Source material =
_ _ _ _

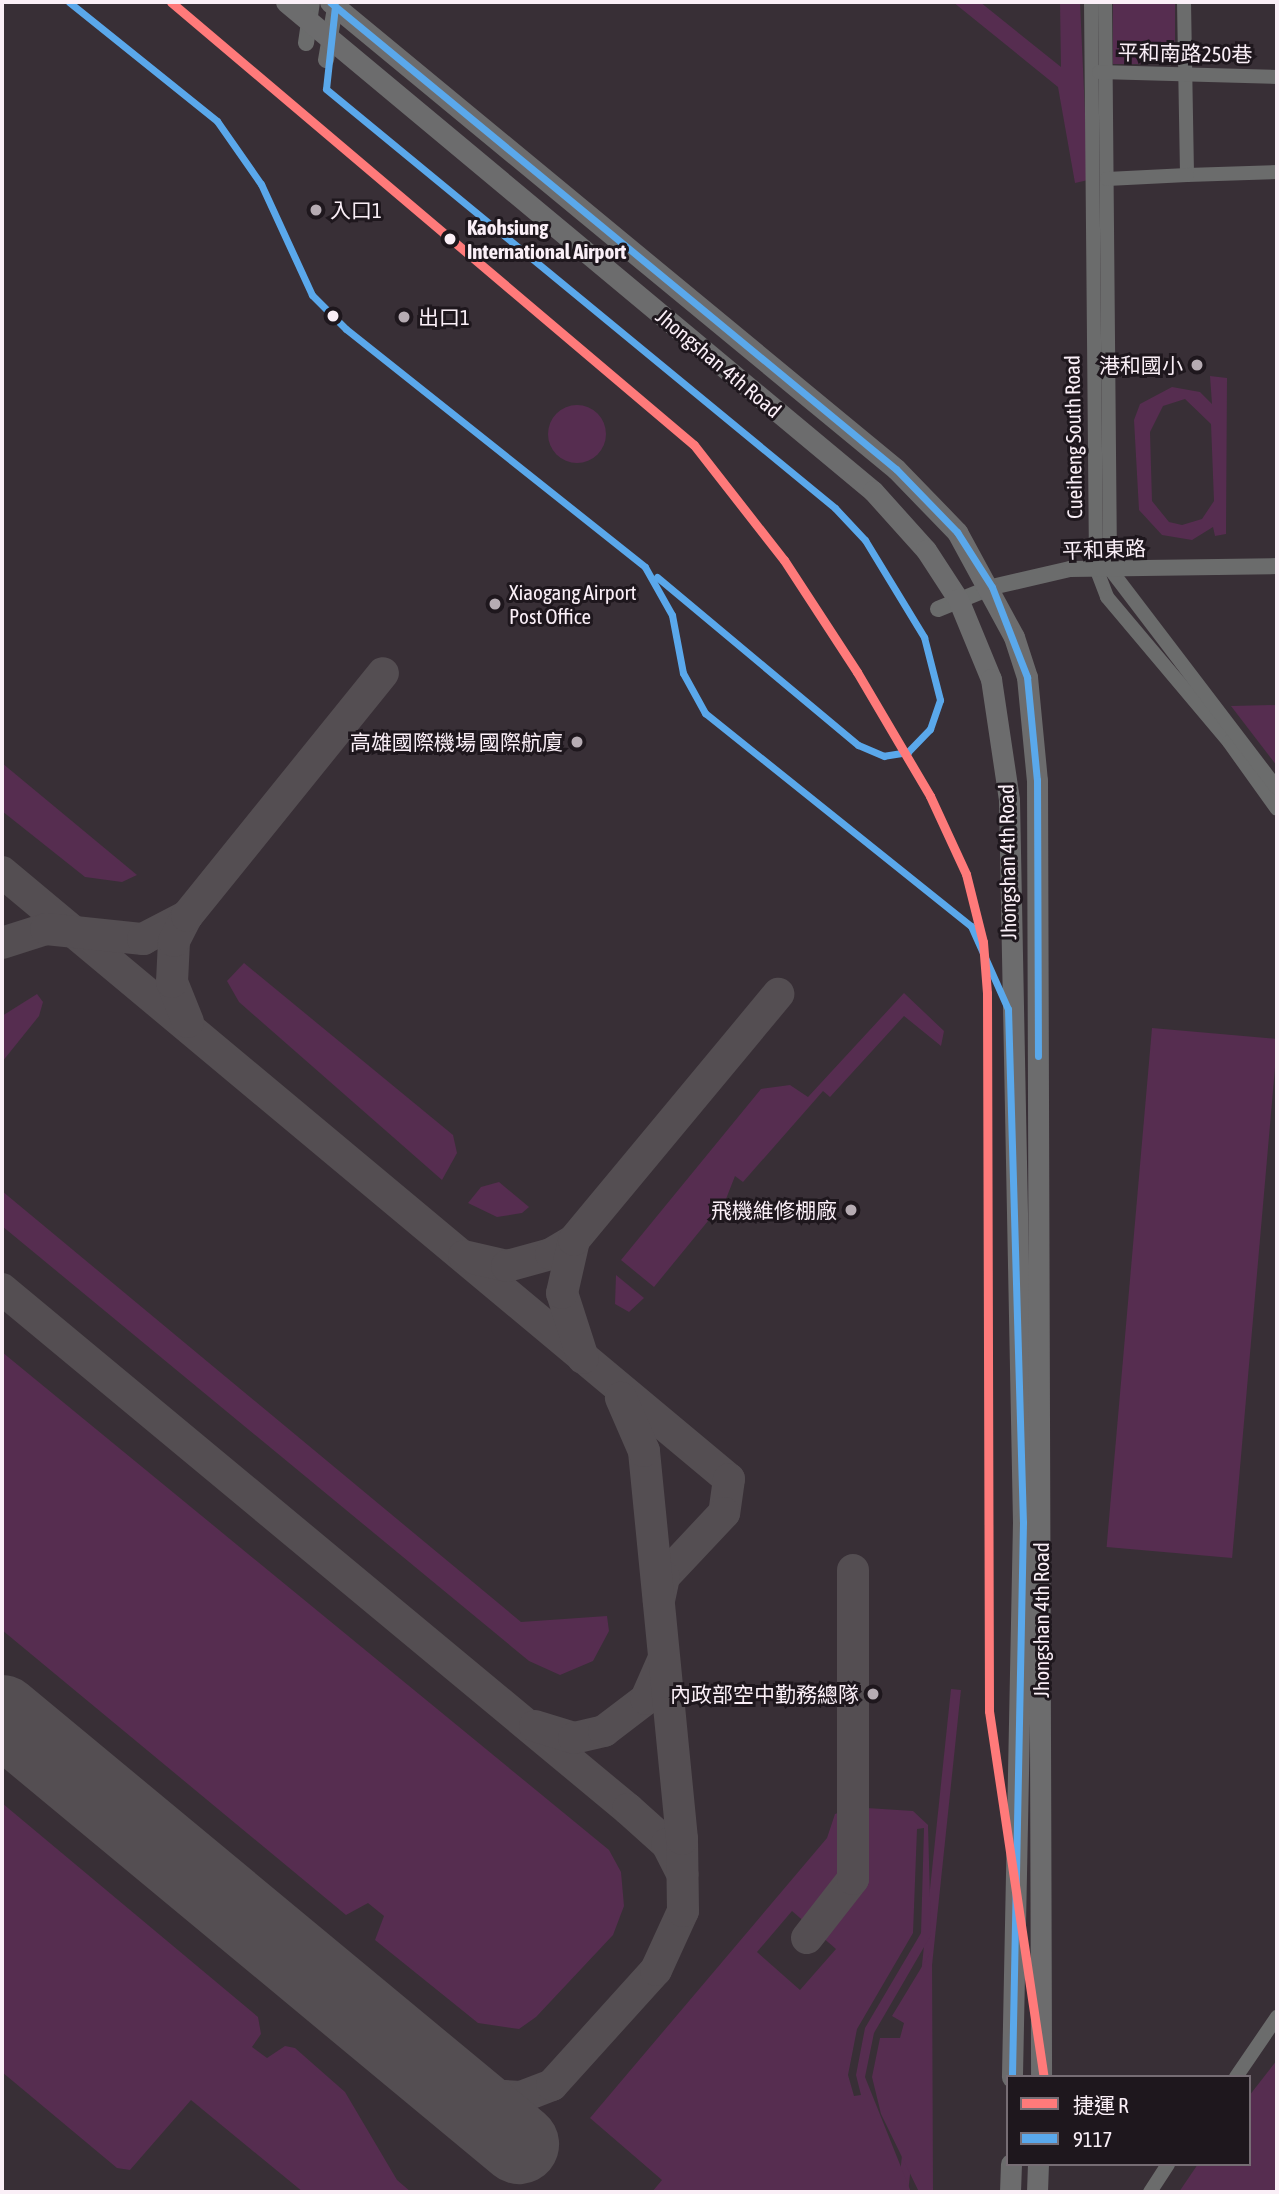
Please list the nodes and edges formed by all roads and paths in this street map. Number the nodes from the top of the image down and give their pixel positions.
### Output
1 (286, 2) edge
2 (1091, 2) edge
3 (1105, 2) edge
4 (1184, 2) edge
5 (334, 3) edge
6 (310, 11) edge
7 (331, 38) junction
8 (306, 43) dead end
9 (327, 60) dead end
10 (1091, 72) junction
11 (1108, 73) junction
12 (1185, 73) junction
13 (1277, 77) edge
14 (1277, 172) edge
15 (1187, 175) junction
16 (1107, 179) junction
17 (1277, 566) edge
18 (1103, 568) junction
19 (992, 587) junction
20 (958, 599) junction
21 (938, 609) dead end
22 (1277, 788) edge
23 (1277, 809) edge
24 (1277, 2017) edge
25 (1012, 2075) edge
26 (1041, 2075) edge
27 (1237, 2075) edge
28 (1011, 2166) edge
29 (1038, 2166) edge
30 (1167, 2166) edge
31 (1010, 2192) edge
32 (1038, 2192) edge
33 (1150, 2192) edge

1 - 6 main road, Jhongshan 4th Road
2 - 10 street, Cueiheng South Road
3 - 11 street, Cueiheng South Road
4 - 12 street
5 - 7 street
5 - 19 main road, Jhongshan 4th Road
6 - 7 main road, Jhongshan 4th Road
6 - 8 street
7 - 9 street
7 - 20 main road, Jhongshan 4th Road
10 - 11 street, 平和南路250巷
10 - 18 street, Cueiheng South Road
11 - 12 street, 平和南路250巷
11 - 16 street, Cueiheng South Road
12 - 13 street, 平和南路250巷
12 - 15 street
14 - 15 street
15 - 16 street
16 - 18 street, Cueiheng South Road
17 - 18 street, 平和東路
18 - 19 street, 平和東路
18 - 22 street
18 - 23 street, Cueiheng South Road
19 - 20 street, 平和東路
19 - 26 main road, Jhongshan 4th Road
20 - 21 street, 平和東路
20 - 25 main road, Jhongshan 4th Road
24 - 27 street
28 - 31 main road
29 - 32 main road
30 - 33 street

_ _ _ _

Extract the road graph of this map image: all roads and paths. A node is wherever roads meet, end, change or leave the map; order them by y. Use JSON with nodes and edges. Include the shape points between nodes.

_ _ _ _

Problem =
Extract all lines of the records above that include "nodes".

Written solution =
Please list the nodes and edges formed by all roads and paths in this street map. Number the nodes from the top of the image down and give their pixel positions.
Extract the road graph of this map image: all roads and paths. A node is wherever roads meet, end, change or leave the map; order them by y. Use JSON with nodes and edges. Include the shape points between nodes.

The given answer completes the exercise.